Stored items
==============================

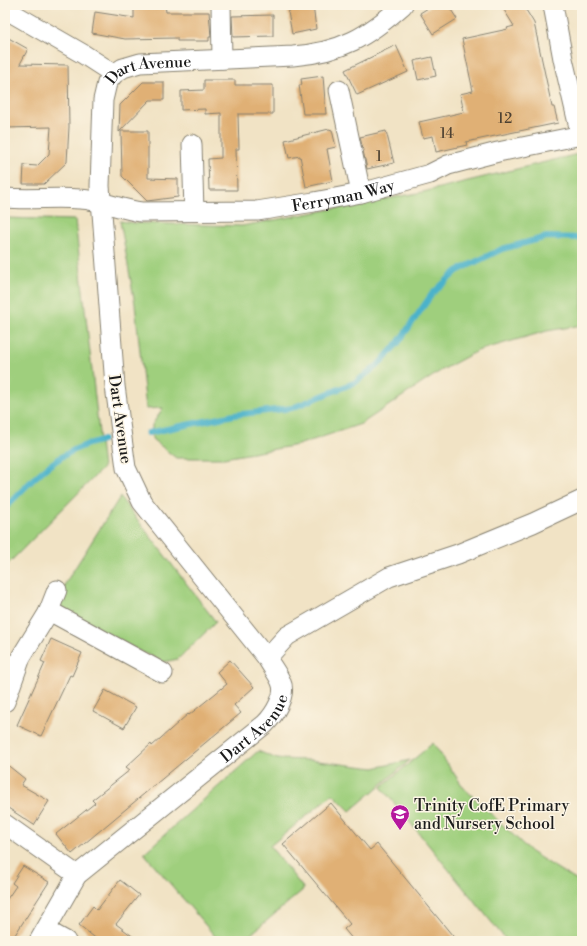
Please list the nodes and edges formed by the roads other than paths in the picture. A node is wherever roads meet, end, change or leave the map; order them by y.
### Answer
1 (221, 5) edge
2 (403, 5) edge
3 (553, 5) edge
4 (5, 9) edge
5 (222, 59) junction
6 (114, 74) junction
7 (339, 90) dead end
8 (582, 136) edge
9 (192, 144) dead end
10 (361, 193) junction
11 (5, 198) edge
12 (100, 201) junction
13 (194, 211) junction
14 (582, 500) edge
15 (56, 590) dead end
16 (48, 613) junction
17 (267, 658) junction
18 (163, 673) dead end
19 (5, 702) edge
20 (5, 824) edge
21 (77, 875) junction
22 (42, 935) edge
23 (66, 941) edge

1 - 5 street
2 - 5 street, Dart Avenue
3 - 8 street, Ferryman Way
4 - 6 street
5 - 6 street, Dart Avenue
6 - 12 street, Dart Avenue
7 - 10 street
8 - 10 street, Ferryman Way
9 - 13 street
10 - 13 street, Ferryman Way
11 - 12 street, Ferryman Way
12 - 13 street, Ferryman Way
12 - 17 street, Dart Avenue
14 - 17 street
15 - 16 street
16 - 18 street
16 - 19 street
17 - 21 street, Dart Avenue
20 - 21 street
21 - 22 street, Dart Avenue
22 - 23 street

==============================

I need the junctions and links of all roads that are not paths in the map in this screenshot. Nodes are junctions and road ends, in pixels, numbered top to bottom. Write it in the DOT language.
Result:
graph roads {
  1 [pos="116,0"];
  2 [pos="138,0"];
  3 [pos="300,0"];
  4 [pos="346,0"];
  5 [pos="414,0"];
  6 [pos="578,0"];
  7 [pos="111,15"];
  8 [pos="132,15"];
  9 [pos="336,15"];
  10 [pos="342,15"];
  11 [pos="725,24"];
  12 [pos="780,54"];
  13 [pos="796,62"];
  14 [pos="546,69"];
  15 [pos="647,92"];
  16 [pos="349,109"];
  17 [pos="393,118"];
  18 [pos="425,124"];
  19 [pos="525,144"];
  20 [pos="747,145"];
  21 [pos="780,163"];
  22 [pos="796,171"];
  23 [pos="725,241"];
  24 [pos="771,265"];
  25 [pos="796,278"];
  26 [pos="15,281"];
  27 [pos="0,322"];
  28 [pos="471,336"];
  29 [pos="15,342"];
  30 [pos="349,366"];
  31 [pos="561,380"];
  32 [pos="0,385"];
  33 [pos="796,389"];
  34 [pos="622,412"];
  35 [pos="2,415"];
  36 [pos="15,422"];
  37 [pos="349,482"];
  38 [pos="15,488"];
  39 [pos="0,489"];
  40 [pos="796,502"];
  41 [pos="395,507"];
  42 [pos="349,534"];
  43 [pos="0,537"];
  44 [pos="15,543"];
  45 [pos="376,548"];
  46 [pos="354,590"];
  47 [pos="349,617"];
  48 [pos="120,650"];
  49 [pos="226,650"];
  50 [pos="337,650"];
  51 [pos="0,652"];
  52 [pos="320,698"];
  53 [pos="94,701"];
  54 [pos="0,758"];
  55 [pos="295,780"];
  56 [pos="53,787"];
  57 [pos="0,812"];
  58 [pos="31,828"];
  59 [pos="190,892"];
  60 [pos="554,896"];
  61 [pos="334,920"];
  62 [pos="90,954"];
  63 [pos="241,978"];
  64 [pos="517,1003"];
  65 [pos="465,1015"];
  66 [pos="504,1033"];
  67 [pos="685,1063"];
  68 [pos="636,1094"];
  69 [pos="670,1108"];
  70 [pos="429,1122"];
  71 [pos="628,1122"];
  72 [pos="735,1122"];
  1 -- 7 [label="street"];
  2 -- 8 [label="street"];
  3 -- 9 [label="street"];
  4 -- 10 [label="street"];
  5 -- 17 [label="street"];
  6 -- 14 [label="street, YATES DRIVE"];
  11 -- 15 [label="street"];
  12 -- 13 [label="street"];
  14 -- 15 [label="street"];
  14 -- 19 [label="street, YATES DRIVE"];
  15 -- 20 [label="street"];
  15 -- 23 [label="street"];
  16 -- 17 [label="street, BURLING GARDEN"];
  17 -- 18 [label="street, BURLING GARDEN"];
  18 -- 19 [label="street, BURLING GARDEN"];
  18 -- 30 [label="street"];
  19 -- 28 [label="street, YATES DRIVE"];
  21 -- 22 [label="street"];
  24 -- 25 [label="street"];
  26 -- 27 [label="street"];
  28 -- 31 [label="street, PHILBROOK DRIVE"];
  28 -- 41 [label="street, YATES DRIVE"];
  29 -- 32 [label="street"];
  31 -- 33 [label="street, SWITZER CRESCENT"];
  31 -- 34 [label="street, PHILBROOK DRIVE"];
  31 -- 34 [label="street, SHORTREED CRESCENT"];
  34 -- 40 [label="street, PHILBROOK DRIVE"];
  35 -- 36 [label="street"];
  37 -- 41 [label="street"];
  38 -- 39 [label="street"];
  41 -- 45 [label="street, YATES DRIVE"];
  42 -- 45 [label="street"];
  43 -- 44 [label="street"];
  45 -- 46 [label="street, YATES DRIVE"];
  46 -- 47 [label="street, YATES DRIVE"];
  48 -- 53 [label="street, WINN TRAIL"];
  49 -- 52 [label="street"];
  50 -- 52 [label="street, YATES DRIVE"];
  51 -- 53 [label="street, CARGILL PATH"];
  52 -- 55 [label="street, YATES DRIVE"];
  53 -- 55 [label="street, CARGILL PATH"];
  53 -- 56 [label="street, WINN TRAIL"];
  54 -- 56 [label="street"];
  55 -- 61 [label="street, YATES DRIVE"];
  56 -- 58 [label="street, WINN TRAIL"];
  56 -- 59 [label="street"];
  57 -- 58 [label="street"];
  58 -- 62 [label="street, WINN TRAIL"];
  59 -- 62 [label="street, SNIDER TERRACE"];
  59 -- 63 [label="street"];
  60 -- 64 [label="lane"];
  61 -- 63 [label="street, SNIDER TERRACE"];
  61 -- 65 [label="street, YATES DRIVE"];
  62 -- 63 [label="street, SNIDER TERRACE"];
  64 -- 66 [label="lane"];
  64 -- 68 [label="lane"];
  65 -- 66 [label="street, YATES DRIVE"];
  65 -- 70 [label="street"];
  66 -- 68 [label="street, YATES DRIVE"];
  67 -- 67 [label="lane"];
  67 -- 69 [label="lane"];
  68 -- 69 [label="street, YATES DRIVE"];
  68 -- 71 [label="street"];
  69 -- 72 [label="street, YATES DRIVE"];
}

==============================

Find and count the lines of the data that include the string "paths", and report that figure by itself.

• [Reply]:
2